Data excerpts:
○ ○ ○ ○ ○

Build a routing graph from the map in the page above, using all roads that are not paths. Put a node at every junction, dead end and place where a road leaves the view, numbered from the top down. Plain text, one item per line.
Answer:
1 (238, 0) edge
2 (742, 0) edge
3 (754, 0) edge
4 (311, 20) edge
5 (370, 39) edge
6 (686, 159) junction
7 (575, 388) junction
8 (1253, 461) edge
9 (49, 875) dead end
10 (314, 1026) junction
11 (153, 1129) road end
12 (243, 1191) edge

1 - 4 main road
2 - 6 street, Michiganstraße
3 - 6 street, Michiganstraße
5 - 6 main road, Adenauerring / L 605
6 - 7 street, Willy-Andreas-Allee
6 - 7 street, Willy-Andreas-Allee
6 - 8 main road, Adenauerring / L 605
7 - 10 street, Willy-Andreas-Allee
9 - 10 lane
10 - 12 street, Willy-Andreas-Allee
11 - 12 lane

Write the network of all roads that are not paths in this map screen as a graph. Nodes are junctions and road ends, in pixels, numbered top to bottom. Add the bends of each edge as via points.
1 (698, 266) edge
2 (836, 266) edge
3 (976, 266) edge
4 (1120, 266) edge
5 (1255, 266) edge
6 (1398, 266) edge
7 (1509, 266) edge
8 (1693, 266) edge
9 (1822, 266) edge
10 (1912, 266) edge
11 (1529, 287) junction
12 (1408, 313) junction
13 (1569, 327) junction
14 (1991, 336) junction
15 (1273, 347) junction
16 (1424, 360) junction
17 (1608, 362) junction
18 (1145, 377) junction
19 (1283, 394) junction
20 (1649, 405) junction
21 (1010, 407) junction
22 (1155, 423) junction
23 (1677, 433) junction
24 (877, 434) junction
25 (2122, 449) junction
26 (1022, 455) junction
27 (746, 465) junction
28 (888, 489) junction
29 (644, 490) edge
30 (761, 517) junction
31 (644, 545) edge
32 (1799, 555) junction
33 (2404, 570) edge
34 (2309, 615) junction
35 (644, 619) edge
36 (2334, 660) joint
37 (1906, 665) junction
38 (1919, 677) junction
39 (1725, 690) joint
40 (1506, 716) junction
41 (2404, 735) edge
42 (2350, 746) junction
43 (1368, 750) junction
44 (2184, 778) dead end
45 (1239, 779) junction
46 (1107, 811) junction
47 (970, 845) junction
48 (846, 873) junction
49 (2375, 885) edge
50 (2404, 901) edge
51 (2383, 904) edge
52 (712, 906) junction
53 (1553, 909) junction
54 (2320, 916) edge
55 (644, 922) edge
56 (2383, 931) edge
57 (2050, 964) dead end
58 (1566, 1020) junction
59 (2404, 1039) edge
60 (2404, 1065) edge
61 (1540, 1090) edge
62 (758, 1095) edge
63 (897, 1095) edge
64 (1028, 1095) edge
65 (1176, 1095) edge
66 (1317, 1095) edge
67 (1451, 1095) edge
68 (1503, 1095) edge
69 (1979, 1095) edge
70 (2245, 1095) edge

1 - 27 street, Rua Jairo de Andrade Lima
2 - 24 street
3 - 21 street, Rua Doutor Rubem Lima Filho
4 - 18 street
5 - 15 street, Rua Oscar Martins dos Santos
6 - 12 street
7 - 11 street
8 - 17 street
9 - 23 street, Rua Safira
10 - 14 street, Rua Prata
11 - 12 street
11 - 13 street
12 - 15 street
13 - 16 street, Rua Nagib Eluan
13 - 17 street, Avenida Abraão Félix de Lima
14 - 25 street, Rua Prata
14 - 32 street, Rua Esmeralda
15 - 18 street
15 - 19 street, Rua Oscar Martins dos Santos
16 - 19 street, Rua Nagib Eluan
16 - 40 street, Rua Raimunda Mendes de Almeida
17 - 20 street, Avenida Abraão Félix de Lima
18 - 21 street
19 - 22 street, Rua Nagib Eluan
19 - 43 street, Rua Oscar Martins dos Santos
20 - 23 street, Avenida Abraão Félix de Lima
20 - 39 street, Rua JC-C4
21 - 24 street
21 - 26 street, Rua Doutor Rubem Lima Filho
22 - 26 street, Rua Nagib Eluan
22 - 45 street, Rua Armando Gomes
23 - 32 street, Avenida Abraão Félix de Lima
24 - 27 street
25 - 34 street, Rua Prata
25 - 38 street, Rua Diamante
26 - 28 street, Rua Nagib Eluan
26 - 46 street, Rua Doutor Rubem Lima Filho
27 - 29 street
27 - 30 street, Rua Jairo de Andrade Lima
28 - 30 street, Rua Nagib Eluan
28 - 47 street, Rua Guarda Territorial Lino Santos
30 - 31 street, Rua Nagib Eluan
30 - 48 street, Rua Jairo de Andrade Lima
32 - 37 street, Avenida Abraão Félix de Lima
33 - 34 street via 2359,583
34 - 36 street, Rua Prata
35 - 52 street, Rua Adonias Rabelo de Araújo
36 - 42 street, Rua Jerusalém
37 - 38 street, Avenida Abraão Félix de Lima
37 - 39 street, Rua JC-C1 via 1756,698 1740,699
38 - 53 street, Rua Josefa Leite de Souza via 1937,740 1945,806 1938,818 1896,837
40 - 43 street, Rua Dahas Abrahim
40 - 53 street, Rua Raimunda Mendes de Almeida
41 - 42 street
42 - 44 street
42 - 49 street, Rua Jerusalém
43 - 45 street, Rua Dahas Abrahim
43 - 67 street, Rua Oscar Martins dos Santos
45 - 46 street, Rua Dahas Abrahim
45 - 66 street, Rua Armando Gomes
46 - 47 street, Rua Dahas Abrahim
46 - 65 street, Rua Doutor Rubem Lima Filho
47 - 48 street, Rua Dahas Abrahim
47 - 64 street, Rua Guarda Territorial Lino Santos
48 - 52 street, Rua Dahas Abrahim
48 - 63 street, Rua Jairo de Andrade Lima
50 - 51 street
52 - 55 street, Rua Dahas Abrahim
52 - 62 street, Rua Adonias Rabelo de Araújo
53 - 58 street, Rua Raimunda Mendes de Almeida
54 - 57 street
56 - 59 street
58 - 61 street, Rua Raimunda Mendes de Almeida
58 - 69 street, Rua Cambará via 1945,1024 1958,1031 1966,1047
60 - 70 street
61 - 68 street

○ ○ ○ ○ ○

To do
Reproduce all of the records, keeping every character unchanged.

Worked solution
Build a routing graph from the map in the page above, using all roads that are not paths. Put a node at every junction, dead end and place where a road leaves the view, numbered from the top down. Plain text, one item per line.
Answer:
1 (238, 0) edge
2 (742, 0) edge
3 (754, 0) edge
4 (311, 20) edge
5 (370, 39) edge
6 (686, 159) junction
7 (575, 388) junction
8 (1253, 461) edge
9 (49, 875) dead end
10 (314, 1026) junction
11 (153, 1129) road end
12 (243, 1191) edge

1 - 4 main road
2 - 6 street, Michiganstraße
3 - 6 street, Michiganstraße
5 - 6 main road, Adenauerring / L 605
6 - 7 street, Willy-Andreas-Allee
6 - 7 street, Willy-Andreas-Allee
6 - 8 main road, Adenauerring / L 605
7 - 10 street, Willy-Andreas-Allee
9 - 10 lane
10 - 12 street, Willy-Andreas-Allee
11 - 12 lane

Write the network of all roads that are not paths in this map screen as a graph. Nodes are junctions and road ends, in pixels, numbered top to bottom. Add the bends of each edge as via points.
1 (698, 266) edge
2 (836, 266) edge
3 (976, 266) edge
4 (1120, 266) edge
5 (1255, 266) edge
6 (1398, 266) edge
7 (1509, 266) edge
8 (1693, 266) edge
9 (1822, 266) edge
10 (1912, 266) edge
11 (1529, 287) junction
12 (1408, 313) junction
13 (1569, 327) junction
14 (1991, 336) junction
15 (1273, 347) junction
16 (1424, 360) junction
17 (1608, 362) junction
18 (1145, 377) junction
19 (1283, 394) junction
20 (1649, 405) junction
21 (1010, 407) junction
22 (1155, 423) junction
23 (1677, 433) junction
24 (877, 434) junction
25 (2122, 449) junction
26 (1022, 455) junction
27 (746, 465) junction
28 (888, 489) junction
29 (644, 490) edge
30 (761, 517) junction
31 (644, 545) edge
32 (1799, 555) junction
33 (2404, 570) edge
34 (2309, 615) junction
35 (644, 619) edge
36 (2334, 660) joint
37 (1906, 665) junction
38 (1919, 677) junction
39 (1725, 690) joint
40 (1506, 716) junction
41 (2404, 735) edge
42 (2350, 746) junction
43 (1368, 750) junction
44 (2184, 778) dead end
45 (1239, 779) junction
46 (1107, 811) junction
47 (970, 845) junction
48 (846, 873) junction
49 (2375, 885) edge
50 (2404, 901) edge
51 (2383, 904) edge
52 (712, 906) junction
53 (1553, 909) junction
54 (2320, 916) edge
55 (644, 922) edge
56 (2383, 931) edge
57 (2050, 964) dead end
58 (1566, 1020) junction
59 (2404, 1039) edge
60 (2404, 1065) edge
61 (1540, 1090) edge
62 (758, 1095) edge
63 (897, 1095) edge
64 (1028, 1095) edge
65 (1176, 1095) edge
66 (1317, 1095) edge
67 (1451, 1095) edge
68 (1503, 1095) edge
69 (1979, 1095) edge
70 (2245, 1095) edge

1 - 27 street, Rua Jairo de Andrade Lima
2 - 24 street
3 - 21 street, Rua Doutor Rubem Lima Filho
4 - 18 street
5 - 15 street, Rua Oscar Martins dos Santos
6 - 12 street
7 - 11 street
8 - 17 street
9 - 23 street, Rua Safira
10 - 14 street, Rua Prata
11 - 12 street
11 - 13 street
12 - 15 street
13 - 16 street, Rua Nagib Eluan
13 - 17 street, Avenida Abraão Félix de Lima
14 - 25 street, Rua Prata
14 - 32 street, Rua Esmeralda
15 - 18 street
15 - 19 street, Rua Oscar Martins dos Santos
16 - 19 street, Rua Nagib Eluan
16 - 40 street, Rua Raimunda Mendes de Almeida
17 - 20 street, Avenida Abraão Félix de Lima
18 - 21 street
19 - 22 street, Rua Nagib Eluan
19 - 43 street, Rua Oscar Martins dos Santos
20 - 23 street, Avenida Abraão Félix de Lima
20 - 39 street, Rua JC-C4
21 - 24 street
21 - 26 street, Rua Doutor Rubem Lima Filho
22 - 26 street, Rua Nagib Eluan
22 - 45 street, Rua Armando Gomes
23 - 32 street, Avenida Abraão Félix de Lima
24 - 27 street
25 - 34 street, Rua Prata
25 - 38 street, Rua Diamante
26 - 28 street, Rua Nagib Eluan
26 - 46 street, Rua Doutor Rubem Lima Filho
27 - 29 street
27 - 30 street, Rua Jairo de Andrade Lima
28 - 30 street, Rua Nagib Eluan
28 - 47 street, Rua Guarda Territorial Lino Santos
30 - 31 street, Rua Nagib Eluan
30 - 48 street, Rua Jairo de Andrade Lima
32 - 37 street, Avenida Abraão Félix de Lima
33 - 34 street via 2359,583
34 - 36 street, Rua Prata
35 - 52 street, Rua Adonias Rabelo de Araújo
36 - 42 street, Rua Jerusalém
37 - 38 street, Avenida Abraão Félix de Lima
37 - 39 street, Rua JC-C1 via 1756,698 1740,699
38 - 53 street, Rua Josefa Leite de Souza via 1937,740 1945,806 1938,818 1896,837
40 - 43 street, Rua Dahas Abrahim
40 - 53 street, Rua Raimunda Mendes de Almeida
41 - 42 street
42 - 44 street
42 - 49 street, Rua Jerusalém
43 - 45 street, Rua Dahas Abrahim
43 - 67 street, Rua Oscar Martins dos Santos
45 - 46 street, Rua Dahas Abrahim
45 - 66 street, Rua Armando Gomes
46 - 47 street, Rua Dahas Abrahim
46 - 65 street, Rua Doutor Rubem Lima Filho
47 - 48 street, Rua Dahas Abrahim
47 - 64 street, Rua Guarda Territorial Lino Santos
48 - 52 street, Rua Dahas Abrahim
48 - 63 street, Rua Jairo de Andrade Lima
50 - 51 street
52 - 55 street, Rua Dahas Abrahim
52 - 62 street, Rua Adonias Rabelo de Araújo
53 - 58 street, Rua Raimunda Mendes de Almeida
54 - 57 street
56 - 59 street
58 - 61 street, Rua Raimunda Mendes de Almeida
58 - 69 street, Rua Cambará via 1945,1024 1958,1031 1966,1047
60 - 70 street
61 - 68 street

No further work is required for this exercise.